In December 1999, a year after starting work at Pitt, Berget completed her M.Ed. here, specializing in higher education administration and earning a perfect 4.0 GPA. She began the coursework for her Ed.D. at Pitt in January 2005.
Berget’s dissertation research focuses on Black faculty development—a subject she hesitated to take on, she says, for fear of being perceived as “just another Black woman who is only interested in Black issues,” as Berget puts it.
“But then I decided: I can’t worry about such perceptions. I have to do my research on a subject I have a passion for, and that interests me, and in which I feel I can make an important contribution.”

Berget attributes her resolve to lessons she learned from her parents and from studying the lives of other African Americans. “I know it probably sounds trite to say I admire Oprah Winfrey, but I do,” Berget says, a bit sheepishly. “She came from a really underprivileged background, and now she’s one of the richest, most successful women in America. Maya Angelou is someone else I really admire. She came from extremely humble beginnings, yet she earned a Ph.D. and read her poetry during President Clinton’s first inauguration.

“I’ve always been a believer in the empowering, restorative, edifying effects of education,” Berget adds. “When I see people—Black, White, or from any other race—who have benefited from pursuing an education, or have used their education to benefit other people, that’s tremendously inspiring to me.”
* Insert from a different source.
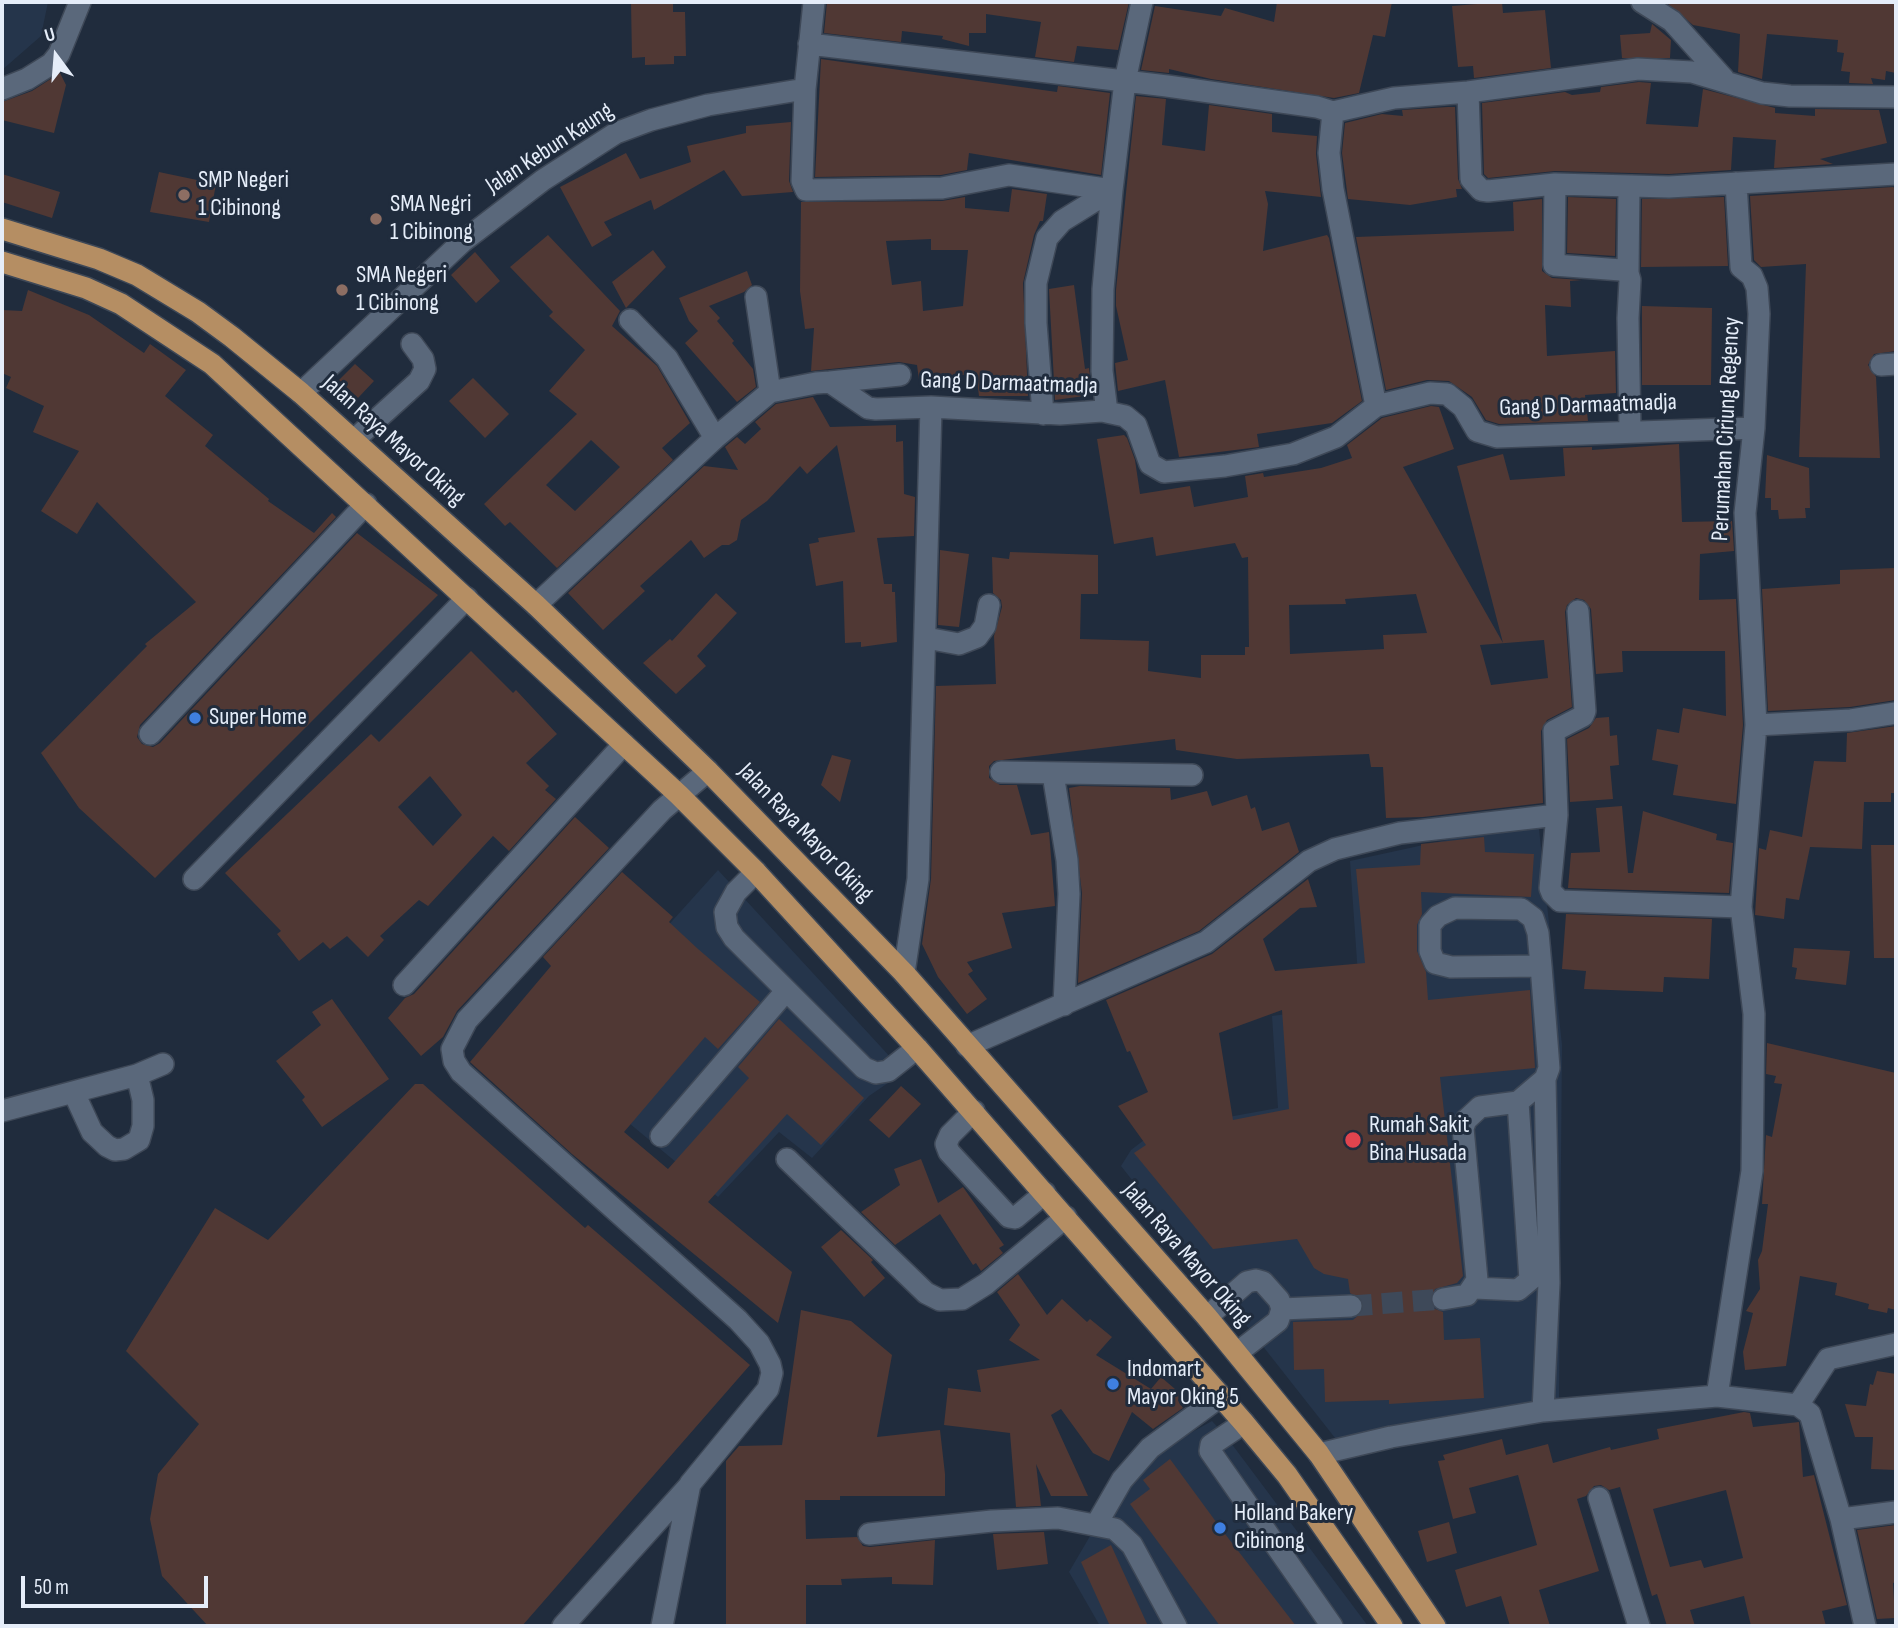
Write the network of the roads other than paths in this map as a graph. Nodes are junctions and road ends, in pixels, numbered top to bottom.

When Berget and her husband moved to Pittsburgh, she recalls, her father warned her to expect to encounter racism here. “My father had been stationed during the early 1960s in the West Deer/Gibsonia area, which was then the site of a Nike missile installation,” Berget says. “At the end of a shift one day, some White soldiers asked him to join them for a beer at a local tavern, but when they got to the tavern, the bartender refused to serve my father. That happened a second time, too, at a different tavern.”

Berget says her family had been spared such blatant racism on U.S. Army bases, where, as she explains, “Uncle Sam tells you who you’re going to live next to or share a mess hall with, and if you don’t like it, too bad. True, that’s forced cultural collaboration, but still, military life always seemed to me like an oasis from racism and racial unrest.
“Anyway, when my father warned me about Pittsburgh, I told him, ‘Well, I’ll have to see for myself.’ And I must say, I have been pleasantly surprised.

“I do wish there were more opportunities for Blacks in Pittsburgh, and I don’t think there are as many highly placed Blacks in Pittsburgh as there are in other American cities. But on a personal level, Pittsburgh and the University of Pittsburgh have been very good to me.”